A little backing and filling would be healthy, as would a modest test of the of last week’s pop. Indeed, the chart watchers amongst you might also take note of the several gaps formed recently. Historically, these are best filled before the next leg up can begin in earnest.
Once the present period of consolidation is resolved, the markets can set their sights higher. With a little luck – and perhaps with less sturm and milder drang – we can return to the levels last seen in March 2005, when the Dow was spitting distance from 11,000.
Where does this leave us? Shorter term, the most recent rally was mostly a technical bounce off of oversold levels. Sometime between now and Thanksgiving, we contemplate a continuation of this move upwards into 2005 years end.
Notwithstanding our recent Bullishness, we remain uneasy about the market’s longer-term prospects. The lack of traction in the face of good earnings, increased dividends, and huge buybacks is certainly disconcerting. The Market is still only where it was back on August 2001. To paraphrase Jeff Saut, despite 14 straight quarters of double-digit earnings growth, the S&P 500 has gone virtually nowhere for 3½ years.
This multi-year consolidation will eventually break. The resolution of this is likely to be a major move on the indices, one way or the other. Some strategists are hoping that the positives cited above, and the recent Dow Transport breakout, will lead to a big upside surprise. They hope it might set off a new multi-year Bull cycle.

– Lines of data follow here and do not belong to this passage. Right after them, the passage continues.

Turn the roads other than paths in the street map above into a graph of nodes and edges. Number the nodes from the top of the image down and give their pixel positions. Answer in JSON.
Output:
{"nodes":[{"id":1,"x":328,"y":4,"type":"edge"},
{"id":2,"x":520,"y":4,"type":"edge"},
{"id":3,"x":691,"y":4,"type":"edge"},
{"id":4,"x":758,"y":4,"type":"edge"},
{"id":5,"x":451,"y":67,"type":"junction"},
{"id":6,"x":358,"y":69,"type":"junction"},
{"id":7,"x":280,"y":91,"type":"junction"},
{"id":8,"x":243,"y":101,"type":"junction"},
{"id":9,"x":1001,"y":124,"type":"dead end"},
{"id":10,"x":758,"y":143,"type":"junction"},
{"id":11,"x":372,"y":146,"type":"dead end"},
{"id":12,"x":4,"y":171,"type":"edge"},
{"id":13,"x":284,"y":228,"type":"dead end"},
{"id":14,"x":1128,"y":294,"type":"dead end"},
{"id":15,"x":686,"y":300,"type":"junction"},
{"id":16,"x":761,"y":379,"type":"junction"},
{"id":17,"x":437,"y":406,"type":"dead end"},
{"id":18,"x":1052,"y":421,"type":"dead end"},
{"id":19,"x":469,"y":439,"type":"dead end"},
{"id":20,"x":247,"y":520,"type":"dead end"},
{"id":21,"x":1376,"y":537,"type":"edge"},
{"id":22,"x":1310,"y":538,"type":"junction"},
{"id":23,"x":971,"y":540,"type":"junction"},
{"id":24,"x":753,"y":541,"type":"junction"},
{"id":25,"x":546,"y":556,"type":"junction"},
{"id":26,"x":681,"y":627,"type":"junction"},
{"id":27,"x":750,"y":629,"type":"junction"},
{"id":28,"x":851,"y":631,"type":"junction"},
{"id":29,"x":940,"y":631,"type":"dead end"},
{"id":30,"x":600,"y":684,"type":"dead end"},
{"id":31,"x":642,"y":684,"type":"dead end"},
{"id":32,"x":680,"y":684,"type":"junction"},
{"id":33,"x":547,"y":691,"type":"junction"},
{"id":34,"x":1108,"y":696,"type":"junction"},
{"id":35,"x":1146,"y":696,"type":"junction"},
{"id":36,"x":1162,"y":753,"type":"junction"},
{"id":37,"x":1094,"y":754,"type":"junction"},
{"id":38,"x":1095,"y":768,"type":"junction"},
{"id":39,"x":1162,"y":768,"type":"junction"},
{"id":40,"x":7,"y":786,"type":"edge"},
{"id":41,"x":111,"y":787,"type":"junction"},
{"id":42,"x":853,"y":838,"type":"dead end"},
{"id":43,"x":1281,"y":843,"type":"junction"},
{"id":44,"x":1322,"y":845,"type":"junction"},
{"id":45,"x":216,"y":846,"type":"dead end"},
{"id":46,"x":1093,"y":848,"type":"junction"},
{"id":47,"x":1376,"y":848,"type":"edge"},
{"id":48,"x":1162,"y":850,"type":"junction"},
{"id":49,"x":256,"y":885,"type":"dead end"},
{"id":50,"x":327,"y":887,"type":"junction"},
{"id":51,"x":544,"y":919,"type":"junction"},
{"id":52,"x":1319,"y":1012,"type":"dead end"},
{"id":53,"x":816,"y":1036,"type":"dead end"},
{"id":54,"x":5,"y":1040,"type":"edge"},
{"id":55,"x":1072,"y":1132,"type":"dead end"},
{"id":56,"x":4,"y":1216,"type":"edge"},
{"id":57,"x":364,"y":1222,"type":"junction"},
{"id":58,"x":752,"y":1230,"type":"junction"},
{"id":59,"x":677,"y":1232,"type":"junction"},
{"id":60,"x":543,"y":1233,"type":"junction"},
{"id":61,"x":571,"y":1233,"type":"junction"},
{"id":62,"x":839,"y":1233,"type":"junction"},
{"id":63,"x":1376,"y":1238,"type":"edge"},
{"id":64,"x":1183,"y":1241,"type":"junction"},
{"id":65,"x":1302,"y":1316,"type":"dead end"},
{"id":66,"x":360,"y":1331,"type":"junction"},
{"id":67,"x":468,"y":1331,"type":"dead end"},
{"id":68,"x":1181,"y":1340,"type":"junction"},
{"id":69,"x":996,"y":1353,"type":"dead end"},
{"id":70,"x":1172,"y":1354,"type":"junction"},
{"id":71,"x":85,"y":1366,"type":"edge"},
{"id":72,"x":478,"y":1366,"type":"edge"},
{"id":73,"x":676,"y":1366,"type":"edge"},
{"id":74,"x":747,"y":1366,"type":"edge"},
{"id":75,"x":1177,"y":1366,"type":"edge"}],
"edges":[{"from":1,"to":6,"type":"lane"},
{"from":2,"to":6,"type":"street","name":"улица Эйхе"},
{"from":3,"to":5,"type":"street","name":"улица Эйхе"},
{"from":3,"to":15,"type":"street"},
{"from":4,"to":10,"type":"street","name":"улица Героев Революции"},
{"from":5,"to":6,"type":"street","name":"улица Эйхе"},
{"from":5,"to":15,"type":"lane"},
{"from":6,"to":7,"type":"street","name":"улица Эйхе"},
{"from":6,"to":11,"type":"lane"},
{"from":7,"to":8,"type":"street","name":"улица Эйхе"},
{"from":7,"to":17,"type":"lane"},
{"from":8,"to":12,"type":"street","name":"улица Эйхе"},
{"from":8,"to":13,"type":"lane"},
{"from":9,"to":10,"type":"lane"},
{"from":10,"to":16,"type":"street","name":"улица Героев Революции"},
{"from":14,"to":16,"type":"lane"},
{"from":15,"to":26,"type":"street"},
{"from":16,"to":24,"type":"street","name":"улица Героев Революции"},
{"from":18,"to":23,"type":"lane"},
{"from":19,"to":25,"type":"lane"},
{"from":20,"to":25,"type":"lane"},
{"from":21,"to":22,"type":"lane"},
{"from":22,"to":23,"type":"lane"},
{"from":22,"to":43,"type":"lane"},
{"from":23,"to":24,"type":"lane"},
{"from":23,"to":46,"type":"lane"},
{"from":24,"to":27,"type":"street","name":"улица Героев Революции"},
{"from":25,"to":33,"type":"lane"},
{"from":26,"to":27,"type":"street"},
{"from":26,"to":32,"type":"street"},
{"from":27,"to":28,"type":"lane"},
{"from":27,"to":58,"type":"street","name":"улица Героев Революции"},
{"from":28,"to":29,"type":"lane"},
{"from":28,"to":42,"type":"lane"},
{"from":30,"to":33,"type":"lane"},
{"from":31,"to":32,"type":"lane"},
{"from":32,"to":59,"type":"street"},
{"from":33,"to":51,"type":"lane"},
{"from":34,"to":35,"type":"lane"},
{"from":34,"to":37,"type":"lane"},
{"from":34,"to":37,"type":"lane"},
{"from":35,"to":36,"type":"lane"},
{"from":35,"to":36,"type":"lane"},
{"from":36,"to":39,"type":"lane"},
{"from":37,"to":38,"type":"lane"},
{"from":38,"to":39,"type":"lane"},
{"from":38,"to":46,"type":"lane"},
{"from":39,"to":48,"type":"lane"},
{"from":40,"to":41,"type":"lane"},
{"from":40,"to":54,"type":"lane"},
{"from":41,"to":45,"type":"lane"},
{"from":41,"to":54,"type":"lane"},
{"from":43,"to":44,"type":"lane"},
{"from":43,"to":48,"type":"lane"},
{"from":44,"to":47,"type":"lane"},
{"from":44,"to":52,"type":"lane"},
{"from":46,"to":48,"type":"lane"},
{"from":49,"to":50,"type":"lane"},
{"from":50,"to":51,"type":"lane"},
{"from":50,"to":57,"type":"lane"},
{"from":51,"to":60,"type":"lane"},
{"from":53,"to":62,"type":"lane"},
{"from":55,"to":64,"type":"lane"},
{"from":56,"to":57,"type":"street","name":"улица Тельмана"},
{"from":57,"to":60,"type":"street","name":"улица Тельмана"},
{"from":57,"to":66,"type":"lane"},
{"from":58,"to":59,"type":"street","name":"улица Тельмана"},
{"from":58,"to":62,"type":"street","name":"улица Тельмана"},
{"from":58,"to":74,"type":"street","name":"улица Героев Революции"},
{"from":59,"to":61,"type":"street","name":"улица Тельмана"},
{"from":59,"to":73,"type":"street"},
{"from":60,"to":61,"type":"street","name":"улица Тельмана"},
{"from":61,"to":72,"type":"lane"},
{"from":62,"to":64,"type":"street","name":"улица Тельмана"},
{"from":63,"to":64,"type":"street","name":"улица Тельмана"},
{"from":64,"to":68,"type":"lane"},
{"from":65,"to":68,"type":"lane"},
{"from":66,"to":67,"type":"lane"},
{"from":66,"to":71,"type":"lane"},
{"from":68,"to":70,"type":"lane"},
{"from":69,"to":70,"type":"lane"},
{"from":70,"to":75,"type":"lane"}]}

I am less sanguine, keying on the slowing economy, rising inflation, declining Real Wages, creeping interest rates, high energy prices, negative consumer sentiment, mediocre hiring and anemic CapEx (yes, I know, I am a ray of sunshine).
While those issues may govern the markets in 2006, we find that many asset managers are more concerned with what will occur over the next 8 weeks. To that crowd, we suggest buying the dips as the SPX pulls back towards 1195-1200.
phil jackson was on morning talk show radio in chicago
phil was not very sturm und drang
The S&P, Dow, and Small Cap indexes are currenty trading at around 14-16 times earnings. That’s not low by historical standards, but it’s not sky high, either. Assuming the earnings picture remains about the same, what’s going to push that multiple higher so that the market shoots upward?
Yes, “ray of sunshine”, the fundamentals don’t look encouraging and yet due to your invincible faith or self luminescence, the prospect of a short term rally can be entertained.
Like the rise on that ski jump maybe, there may be opportunties for the sharp and swift, before that sizeable correction.